Debates have played a significant role shaping the Republican field this cycle. Going into tonight's word-fest, Carson had the biggest plus-side, 68, and the smallest negative side, 8, for a Net Favorable of 60.

His nearest competitors were Marco Rubio (+40 based on 55 positive and 15 negative)) and Carly Fiorina (+33 based on 46 positive and 13 negative).

Who do you think has the worst Net Favorables? Nope, not Trump, although he has the worst negatives. It's Ohio's John Kasich with 26 positive and 18 negative for a Net Favorable of eight.
Trump came in only sixth place. He had the second largest favorables at 58. But he also had the largest unfavorables of 34 for a Net Favorable of only 24. That's ahead of Jeb Bush's Net Favorable of 19 (+50 and -31) and Chris Christie's 10 (+40 and -30).

COMMENT:  Carly's numbers contradict her nosedive in the polls, and I can't explain that.  As noted in our first post this morning, John Kasich gets good press reviews and is a favorite of the pros, but clearly hasn't made a public impact. 

As we always stress, a poll is just a snapshot in time.  Polls differ, and the same polling company may come up with different results even a week from now.  Still, it's hard to argue with Ben Carson's rise.  People just like him.  Do they like his policies, his pronouncements?  I'm not sure of that at all.  If he continues his rise, scrutiny will follow, and his statements will be more carefully examined.

October 28, 2015       Permalink

 

SHOWDOWN – AT 8:28 A.M. ET:  The next Republican presidential debate will be tonight at 8 p.m.
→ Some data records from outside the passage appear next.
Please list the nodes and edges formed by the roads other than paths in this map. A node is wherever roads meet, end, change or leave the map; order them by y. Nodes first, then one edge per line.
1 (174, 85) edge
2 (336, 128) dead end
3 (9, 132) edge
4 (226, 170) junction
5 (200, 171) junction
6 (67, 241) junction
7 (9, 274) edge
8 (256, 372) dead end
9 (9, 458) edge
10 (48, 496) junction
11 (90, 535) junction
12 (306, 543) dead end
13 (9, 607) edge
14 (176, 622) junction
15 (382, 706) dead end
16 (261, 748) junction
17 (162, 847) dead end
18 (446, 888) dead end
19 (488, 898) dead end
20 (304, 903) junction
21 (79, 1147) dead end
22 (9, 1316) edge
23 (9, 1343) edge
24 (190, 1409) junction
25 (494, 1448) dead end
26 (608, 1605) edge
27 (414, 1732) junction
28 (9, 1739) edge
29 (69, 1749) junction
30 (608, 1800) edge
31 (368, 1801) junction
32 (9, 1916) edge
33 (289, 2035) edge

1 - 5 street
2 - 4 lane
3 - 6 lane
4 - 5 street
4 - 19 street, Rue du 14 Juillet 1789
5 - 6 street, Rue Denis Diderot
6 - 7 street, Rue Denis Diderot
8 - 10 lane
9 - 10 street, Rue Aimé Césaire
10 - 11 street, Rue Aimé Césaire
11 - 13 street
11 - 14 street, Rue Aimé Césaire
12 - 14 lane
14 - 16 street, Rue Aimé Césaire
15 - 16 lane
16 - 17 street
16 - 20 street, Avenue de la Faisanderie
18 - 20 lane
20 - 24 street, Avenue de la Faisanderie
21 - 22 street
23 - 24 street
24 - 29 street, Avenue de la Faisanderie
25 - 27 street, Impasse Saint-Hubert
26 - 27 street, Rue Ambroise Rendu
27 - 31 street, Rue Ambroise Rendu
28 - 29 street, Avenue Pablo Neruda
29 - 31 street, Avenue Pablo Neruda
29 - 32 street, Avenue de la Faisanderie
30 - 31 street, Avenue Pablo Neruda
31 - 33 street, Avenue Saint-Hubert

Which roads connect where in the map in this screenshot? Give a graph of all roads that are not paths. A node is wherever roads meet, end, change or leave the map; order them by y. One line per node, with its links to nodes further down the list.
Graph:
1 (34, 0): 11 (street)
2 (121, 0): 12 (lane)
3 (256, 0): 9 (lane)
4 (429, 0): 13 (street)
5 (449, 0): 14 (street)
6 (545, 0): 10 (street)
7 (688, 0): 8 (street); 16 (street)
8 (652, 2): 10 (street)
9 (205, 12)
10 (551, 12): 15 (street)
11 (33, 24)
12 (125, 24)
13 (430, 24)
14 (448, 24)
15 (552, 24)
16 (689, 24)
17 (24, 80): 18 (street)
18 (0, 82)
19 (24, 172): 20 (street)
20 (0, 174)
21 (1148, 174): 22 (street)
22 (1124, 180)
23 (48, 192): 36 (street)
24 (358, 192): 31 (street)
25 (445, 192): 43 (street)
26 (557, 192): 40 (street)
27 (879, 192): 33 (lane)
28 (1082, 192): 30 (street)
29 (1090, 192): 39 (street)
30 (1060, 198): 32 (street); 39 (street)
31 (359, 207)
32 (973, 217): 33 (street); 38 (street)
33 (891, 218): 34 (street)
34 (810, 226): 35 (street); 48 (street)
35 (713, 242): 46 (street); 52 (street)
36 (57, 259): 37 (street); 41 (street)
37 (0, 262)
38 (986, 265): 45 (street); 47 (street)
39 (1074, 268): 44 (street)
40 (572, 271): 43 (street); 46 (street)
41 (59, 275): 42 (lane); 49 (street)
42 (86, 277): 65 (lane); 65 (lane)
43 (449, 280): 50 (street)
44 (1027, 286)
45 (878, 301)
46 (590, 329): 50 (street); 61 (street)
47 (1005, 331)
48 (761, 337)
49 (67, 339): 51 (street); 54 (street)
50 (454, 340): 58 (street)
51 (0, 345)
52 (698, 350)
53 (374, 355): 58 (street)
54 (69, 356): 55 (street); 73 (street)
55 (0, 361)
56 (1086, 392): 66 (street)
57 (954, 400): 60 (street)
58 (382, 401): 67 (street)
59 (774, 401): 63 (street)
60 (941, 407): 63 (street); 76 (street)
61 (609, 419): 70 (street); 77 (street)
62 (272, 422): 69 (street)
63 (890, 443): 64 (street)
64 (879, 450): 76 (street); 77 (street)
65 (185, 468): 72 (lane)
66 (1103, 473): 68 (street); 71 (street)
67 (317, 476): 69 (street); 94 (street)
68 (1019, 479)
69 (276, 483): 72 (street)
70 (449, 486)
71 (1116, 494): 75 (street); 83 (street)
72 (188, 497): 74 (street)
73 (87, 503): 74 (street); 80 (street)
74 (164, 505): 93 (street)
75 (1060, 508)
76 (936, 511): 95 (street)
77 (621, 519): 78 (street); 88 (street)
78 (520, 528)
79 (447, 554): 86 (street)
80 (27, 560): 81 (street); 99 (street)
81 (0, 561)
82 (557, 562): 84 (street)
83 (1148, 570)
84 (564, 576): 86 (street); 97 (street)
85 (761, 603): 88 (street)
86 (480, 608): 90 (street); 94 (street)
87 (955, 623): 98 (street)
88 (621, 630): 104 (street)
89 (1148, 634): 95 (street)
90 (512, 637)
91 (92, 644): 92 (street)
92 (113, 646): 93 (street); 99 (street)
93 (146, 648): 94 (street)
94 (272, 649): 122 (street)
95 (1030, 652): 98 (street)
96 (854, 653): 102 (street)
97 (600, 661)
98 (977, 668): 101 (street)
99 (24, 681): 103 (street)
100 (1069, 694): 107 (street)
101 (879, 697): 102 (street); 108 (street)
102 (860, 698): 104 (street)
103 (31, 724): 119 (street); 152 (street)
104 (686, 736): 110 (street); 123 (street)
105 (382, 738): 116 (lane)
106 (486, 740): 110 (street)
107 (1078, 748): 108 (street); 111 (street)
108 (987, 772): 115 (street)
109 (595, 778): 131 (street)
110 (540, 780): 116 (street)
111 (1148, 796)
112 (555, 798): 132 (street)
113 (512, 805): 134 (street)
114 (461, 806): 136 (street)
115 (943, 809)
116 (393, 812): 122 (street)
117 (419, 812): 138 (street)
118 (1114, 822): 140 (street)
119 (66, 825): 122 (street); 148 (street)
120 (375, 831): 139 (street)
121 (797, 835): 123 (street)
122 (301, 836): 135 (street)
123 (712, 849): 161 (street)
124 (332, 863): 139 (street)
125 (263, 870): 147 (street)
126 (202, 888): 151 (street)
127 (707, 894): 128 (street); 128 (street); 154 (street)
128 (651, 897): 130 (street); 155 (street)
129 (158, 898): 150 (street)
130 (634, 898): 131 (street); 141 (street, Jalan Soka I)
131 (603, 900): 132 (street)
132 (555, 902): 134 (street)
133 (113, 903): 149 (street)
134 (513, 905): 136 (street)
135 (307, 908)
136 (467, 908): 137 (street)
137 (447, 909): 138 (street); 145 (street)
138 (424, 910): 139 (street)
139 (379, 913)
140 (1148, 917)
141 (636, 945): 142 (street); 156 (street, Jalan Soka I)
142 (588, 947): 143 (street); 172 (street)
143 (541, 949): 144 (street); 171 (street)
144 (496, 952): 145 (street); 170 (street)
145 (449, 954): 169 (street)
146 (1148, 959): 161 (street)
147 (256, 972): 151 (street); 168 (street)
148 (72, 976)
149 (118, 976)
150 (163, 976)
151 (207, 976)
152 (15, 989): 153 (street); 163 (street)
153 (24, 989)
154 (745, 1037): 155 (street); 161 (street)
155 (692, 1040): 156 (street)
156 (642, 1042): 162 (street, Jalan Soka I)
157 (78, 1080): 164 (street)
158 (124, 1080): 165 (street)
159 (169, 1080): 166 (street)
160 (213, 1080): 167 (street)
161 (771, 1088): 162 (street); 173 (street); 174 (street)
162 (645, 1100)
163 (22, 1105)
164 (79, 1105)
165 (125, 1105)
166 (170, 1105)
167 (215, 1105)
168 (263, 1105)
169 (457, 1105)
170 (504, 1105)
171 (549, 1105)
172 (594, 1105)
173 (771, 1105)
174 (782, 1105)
ET, on CNBC, from Boulder, Colorado.  It will be moderated by the ultra-liberal journalist John Harwood, which raises questions about the sanity of the GOP in agreeing to it. 

This is a major showdown.  The race is far enough along for the voters to draw some conclusions.  Trump is the frontrunner.  Even though a new national poll show Ben Carson ahead, Trump continues to lead in most of the all-important state contests, where convention delegates are actually awarded.

So, everyone will be shooting at Trump, trying to bring him down and framing him as a pseudo-Republican who is little more than a reality-show performer.  At the same time, candidates are aware that Carson can indeed forge ahead, and they will do nothing to praise him.

The ones who must perform are Jeb Bush, who has been a major disappointment; Marco Rubio, who many believe has the best chance of defeating Hillary Clinton, if only he can be nominated; and Carly Fiorina, who went from brilliant debate performer – the best debater on the stage – only to experience a nosedive in the polls.  The reason for the nosedive is unclear, but I suspect that many voters feel she is cold and mechanical. 

Most of the other candidates should probably withdraw from the race after tonight, but ego may keep them going.  Chris Christie, once the great hope, is not catching on.  Ted Cruz, probably the most brilliant of all the candidates, and potentially a great president, is probably not the right candidate for this year – a bit rough around the edges.  Of the second-tier candidates, Governor John Kasich of Ohio gets the best press, and the best reviews from the pros.  He hasn't caught on, but may wind up in the second spot on the ticket.

Lots of fireworks expected tonight.  At least the Republicans have a contest, not a coronation.